# An introduction to the rSPDE package

## Introduction

In this vignette we provide a brief introduction to the rSPDE package. The main approach for constructing the rational approximations is the covariance-based rational SPDE approach of Xiong, Simas, and Bolin (2022). The package contains three main “families” of functions that implement the approach:

To illustrate these different functions, we begin by using the package to generate a simple data set, which then will be analyzed using the different approaches. Further details on each family of functions is given in the following additional vignettes:

The rSPDE package also has a separate group of functions for performing the operator-based rational approximations introduced in Bolin and Kirchner (2020). These are especially useful when performing rational approximations for fractional SPDE models with non-Gaussian noise. An example in which such approximation is suitable is when one has the so-called type-G Lévy noises.

We refer the reader to Wallin and Bolin (2015), Bolin (2013) and Asar et al. (2020) for examples of models driven by type-G Lévy noises. We also refer the reader to the ngme package where one can fit such models.

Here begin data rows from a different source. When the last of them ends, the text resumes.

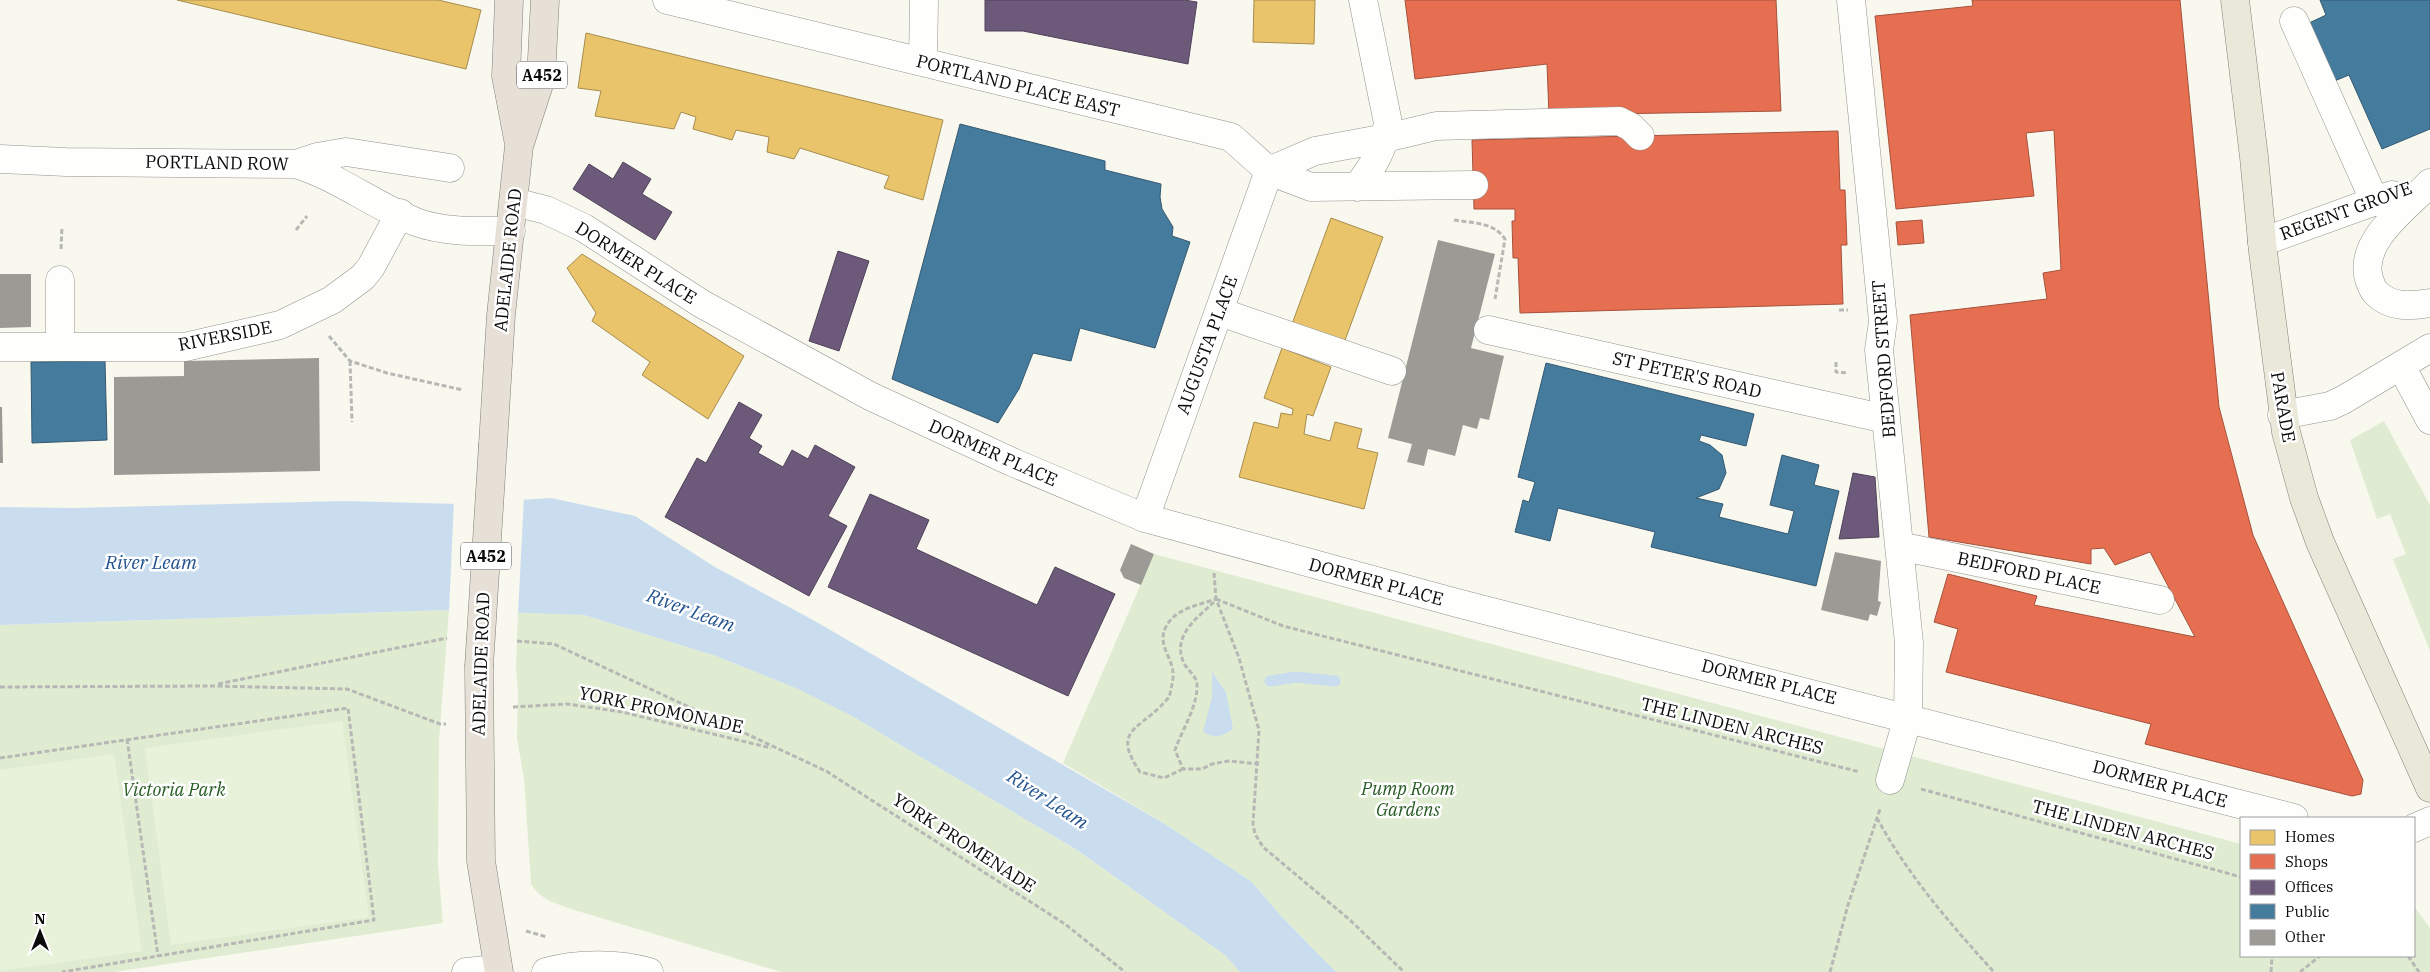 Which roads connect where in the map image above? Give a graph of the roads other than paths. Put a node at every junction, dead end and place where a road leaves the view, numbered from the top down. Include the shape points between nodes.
1 (509, 0) edge
2 (545, 0) edge
3 (667, 0) edge
4 (924, 0) edge
5 (1363, 0) edge
6 (1851, 0) edge
7 (2235, 0) edge
8 (2294, 21) dead end
9 (923, 62) junction
10 (1640, 136) dead end
11 (1386, 138) junction
12 (519, 146) junction
13 (0, 159) edge
14 (296, 164) junction
15 (450, 168) dead end
16 (1268, 171) junction
17 (2430, 179) edge
18 (2430, 183) edge
19 (1474, 185) dead end
20 (1357, 186) junction
21 (514, 202) junction
22 (2375, 202) junction
23 (400, 214) junction
24 (511, 231) junction
25 (2262, 242) junction
26 (60, 280) dead end
27 (2430, 303) edge
28 (1220, 312) junction
29 (1488, 330) dead end
30 (0, 347) edge
31 (60, 347) junction
32 (2430, 348) edge
33 (2401, 366) junction
34 (1392, 371) dead end
35 (2282, 415) junction
36 (1886, 419) junction
37 (2430, 420) edge
38 (1145, 518) junction
39 (1899, 546) junction
40 (2160, 600) dead end
41 (1908, 717) junction
42 (1890, 780) road end
43 (2430, 788) edge
44 (2290, 817) edge
45 (2430, 821) edge
46 (2415, 828) edge
47 (499, 970) edge
48 (551, 971) edge
49 (466, 972) edge
50 (649, 972) edge

1 - 12 highway, ADELAIDE ROAD / A452 via 506,76
2 - 12 highway, ADELAIDE ROAD / A452 via 541,78
3 - 9 street, PORTLAND PLACE EAST
4 - 9 street
5 - 11 street via 1388,122
6 - 36 street, BEDFORD STREET via 1883,321 1879,350
7 - 25 main road, PARADE
8 - 22 street
9 - 16 street, PORTLAND PLACE EAST via 1232,137
10 - 11 street via 1619,121 1544,122 1516,108 1491,108 1478,124 1436,126
11 - 16 street via 1315,151
11 - 20 street via 1373,167
12 - 21 highway, ADELAIDE ROAD / A452
13 - 14 street, PORTLAND ROW
14 - 15 street via 346,152
14 - 23 street, PORTLAND ROW via 321,173
16 - 20 street, PORTLAND PLACE EAST via 1311,187
16 - 28 street, AUGUSTA PLACE
17 - 22 street, REGENT GROVE
18 - 27 street, REGENT GROVE via 2389,222 2368,260 2373,291 2390,303 2401,306
19 - 20 street, PORTLAND PLACE EAST
21 - 24 highway, ADELAIDE ROAD / A452
21 - 38 street, DORMER PLACE via 546,210 584,228 702,304 870,396 1035,473
22 - 25 street, REGENT GROVE
23 - 24 street, PORTLAND ROW via 416,222 443,228
23 - 31 street, RIVERSIDE via 371,267 362,277 310,313 258,331 185,347
24 - 47 highway, ADELAIDE ROAD / A452, bridge via 501,315 478,667 481,861
25 - 35 main road, PARADE
26 - 31 street
28 - 34 street
28 - 38 street, AUGUSTA PLACE
29 - 36 street, ST PETER'S ROAD
30 - 31 street, RIVERSIDE
32 - 33 street
33 - 35 street via 2336,403
33 - 37 street
35 - 43 main road, PARADE via 2296,474 2320,542
36 - 39 street, BEDFORD STREET
38 - 41 street, DORMER PLACE via 1440,599
39 - 40 street, BEDFORD PLACE
39 - 41 street, BEDFORD STREET via 1909,643
41 - 42 street, BEDFORD STREET
41 - 44 street, DORMER PLACE
45 - 46 street
47 - 49 street
48 - 50 street via 568,966 635,968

We explore the functions for performing the operator-based rational approximation on the vignette:

## A toy data set

We begin by generating a toy data set.

For this illustration, we will simulate a data set on a two-dimensional spatial domain. To this end, we need to construct a mesh over the domain of interest and then compute the matrices needed to define the operator. We will use the R-INLA package to create the mesh and obtain the matrices of interest.

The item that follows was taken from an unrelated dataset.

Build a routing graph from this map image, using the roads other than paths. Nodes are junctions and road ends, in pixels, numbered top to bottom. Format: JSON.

We will begin by defining a mesh over $$[0,1]\times [0, 1]$$:

library(INLA)
n_loc <- 2000
loc_2d_mesh <- matrix(runif(n_loc * 2), n_loc, 2)
mesh_2d <- inla.mesh.2d(
loc = loc_2d_mesh,
cutoff = 0.05,
max.edge = c(0.1, 0.5)
)
plot(mesh_2d, main = "")

We now use the matern.operators() function to construct a rational SPDE approximation of order $$m=2$$ for a Gaussian random field with a Matérn covariance function on $$[0,1]\times [0, 1]$$. We choose $$\nu=0.5$$ which corresponds to exponential covariance. We also set $$\sigma=1$$ and the range as $$0.2$$.

library(rSPDE)
sigma <- 1
range <- 0.2
nu <- 0.5
kappa <- sqrt(8 * nu) / range
op <- matern.operators(
mesh = mesh_2d, nu = nu,
kappa = kappa, sigma = sigma, m = 2
)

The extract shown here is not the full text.